Data listing:
----

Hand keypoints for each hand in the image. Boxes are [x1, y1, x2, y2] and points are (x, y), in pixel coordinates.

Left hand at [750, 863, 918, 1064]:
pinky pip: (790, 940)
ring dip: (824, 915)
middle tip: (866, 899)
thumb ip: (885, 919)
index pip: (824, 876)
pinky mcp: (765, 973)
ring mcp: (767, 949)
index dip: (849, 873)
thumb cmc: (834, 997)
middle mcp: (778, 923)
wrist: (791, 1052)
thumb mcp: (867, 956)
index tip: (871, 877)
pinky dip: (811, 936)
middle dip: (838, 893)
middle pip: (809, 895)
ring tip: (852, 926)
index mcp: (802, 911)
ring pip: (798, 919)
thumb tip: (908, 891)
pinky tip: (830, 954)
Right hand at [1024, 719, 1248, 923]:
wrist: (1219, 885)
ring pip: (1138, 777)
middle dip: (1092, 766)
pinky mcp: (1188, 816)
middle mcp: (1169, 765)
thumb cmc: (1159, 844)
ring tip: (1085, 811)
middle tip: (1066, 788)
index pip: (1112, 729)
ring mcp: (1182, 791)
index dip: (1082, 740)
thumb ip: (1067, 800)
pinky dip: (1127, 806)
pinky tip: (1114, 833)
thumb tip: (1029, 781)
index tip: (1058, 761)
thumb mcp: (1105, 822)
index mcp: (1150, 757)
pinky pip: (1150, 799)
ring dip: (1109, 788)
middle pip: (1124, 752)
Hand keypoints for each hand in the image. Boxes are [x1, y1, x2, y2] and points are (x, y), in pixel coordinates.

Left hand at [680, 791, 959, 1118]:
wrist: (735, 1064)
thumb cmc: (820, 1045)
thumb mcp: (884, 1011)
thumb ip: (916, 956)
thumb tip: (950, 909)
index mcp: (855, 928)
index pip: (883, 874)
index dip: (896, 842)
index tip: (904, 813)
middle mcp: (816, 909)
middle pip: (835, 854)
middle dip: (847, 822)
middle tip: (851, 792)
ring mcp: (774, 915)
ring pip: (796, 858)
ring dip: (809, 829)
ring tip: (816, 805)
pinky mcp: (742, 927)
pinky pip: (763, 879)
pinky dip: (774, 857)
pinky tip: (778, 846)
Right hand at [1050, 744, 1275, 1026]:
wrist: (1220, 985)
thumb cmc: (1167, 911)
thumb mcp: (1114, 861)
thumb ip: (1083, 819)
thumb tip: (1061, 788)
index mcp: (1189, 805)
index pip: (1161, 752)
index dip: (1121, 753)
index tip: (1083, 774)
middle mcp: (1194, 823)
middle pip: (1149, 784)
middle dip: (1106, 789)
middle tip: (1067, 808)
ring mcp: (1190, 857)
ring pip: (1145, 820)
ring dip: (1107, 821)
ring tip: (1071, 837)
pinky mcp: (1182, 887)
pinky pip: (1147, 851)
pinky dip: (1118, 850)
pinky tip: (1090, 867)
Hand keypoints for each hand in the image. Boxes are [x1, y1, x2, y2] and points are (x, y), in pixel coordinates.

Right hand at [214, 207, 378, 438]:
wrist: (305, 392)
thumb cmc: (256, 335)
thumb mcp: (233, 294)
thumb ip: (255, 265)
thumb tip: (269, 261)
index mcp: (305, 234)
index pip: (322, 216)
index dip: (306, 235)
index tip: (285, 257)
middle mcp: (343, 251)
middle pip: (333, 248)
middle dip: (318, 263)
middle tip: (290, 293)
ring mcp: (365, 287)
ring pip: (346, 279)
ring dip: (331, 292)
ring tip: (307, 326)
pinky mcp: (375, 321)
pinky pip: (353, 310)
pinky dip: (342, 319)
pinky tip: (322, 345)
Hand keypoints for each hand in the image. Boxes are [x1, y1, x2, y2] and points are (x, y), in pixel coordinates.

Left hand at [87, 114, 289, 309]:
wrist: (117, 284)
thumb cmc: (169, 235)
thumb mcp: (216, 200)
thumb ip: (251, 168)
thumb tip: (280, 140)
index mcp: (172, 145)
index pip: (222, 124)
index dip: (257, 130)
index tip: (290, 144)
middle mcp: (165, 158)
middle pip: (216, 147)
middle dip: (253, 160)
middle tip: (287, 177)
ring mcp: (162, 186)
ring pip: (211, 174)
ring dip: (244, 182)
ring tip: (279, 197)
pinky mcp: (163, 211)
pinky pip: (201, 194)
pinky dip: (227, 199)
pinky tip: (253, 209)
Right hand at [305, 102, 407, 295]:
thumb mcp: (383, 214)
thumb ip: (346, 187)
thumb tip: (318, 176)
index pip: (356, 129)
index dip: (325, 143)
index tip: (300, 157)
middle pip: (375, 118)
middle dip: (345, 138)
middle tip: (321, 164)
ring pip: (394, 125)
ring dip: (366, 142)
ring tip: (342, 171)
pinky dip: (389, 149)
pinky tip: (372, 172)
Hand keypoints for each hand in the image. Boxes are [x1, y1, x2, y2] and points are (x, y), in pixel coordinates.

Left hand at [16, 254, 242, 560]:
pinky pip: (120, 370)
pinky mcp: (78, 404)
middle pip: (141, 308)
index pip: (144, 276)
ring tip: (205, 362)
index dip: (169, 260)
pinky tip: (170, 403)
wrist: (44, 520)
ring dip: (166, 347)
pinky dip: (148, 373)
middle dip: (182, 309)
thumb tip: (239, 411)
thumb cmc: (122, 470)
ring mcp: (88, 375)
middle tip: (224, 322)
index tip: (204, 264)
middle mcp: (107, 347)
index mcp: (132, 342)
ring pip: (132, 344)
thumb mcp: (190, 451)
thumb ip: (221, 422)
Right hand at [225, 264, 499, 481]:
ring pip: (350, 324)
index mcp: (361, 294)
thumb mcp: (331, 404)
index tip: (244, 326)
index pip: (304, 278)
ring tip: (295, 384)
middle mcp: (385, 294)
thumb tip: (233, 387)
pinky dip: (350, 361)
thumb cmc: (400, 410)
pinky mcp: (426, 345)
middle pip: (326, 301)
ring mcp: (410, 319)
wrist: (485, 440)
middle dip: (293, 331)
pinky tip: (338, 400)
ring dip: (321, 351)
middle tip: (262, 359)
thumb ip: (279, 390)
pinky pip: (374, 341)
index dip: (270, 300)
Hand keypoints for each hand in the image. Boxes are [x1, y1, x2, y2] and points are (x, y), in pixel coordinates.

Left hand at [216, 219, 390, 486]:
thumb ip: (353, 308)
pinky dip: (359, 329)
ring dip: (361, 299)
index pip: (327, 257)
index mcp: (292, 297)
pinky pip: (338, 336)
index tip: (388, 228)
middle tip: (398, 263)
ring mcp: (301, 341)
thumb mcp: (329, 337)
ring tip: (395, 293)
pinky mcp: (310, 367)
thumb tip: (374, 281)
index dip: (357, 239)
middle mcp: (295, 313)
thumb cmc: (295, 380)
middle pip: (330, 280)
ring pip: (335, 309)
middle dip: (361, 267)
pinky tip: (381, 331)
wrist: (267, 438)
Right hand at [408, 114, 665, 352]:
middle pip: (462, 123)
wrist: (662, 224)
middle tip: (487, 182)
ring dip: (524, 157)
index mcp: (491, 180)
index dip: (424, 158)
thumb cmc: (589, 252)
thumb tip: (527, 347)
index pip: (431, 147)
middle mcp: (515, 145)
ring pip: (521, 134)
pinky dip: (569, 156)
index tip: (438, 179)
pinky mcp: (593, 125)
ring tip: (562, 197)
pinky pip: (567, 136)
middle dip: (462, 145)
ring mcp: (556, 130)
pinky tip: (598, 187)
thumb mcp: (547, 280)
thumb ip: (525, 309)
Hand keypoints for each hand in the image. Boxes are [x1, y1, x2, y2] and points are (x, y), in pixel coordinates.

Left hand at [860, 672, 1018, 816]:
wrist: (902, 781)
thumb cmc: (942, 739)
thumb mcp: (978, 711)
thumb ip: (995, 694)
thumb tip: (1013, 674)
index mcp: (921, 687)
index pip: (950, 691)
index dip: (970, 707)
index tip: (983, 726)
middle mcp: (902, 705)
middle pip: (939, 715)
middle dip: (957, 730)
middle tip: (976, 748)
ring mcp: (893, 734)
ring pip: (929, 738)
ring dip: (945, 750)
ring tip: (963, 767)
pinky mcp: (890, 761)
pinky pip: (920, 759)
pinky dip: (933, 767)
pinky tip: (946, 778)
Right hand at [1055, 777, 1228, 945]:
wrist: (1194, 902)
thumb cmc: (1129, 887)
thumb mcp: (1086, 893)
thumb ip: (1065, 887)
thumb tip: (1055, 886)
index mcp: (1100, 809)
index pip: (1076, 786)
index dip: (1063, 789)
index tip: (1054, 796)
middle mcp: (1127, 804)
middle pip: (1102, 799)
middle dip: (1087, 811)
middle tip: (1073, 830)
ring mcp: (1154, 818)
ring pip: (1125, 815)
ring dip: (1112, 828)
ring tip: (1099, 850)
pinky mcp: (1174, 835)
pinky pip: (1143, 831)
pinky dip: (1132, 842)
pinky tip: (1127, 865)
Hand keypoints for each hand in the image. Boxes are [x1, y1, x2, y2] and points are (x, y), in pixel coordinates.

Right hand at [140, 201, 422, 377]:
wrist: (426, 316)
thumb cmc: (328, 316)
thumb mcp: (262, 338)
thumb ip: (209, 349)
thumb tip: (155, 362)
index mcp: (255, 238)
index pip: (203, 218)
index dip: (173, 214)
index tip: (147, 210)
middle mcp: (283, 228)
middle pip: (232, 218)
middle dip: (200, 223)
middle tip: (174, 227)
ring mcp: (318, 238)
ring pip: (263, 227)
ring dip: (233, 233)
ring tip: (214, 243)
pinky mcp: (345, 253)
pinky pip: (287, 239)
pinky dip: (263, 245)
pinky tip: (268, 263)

----

What needs to be done:
Given the records above, restate word for word only the lines starting at the one with "ring tip: (963, 767)" and ending at the one with "middle tip: (1073, 830)".

Task answer:
ring tip: (963, 767)
pinky mcp: (890, 761)
pinky pip: (920, 759)
pinky dip: (933, 767)
pinky tip: (946, 778)
Right hand at [1055, 777, 1228, 945]:
wrist: (1194, 902)
thumb cmc: (1129, 887)
thumb mcp: (1086, 893)
thumb ip: (1065, 887)
thumb tip: (1055, 886)
index mcp: (1100, 809)
index pip: (1076, 786)
index dip: (1063, 789)
index tip: (1054, 796)
middle mcp: (1127, 804)
middle pip: (1102, 799)
middle dip: (1087, 811)
middle tip: (1073, 830)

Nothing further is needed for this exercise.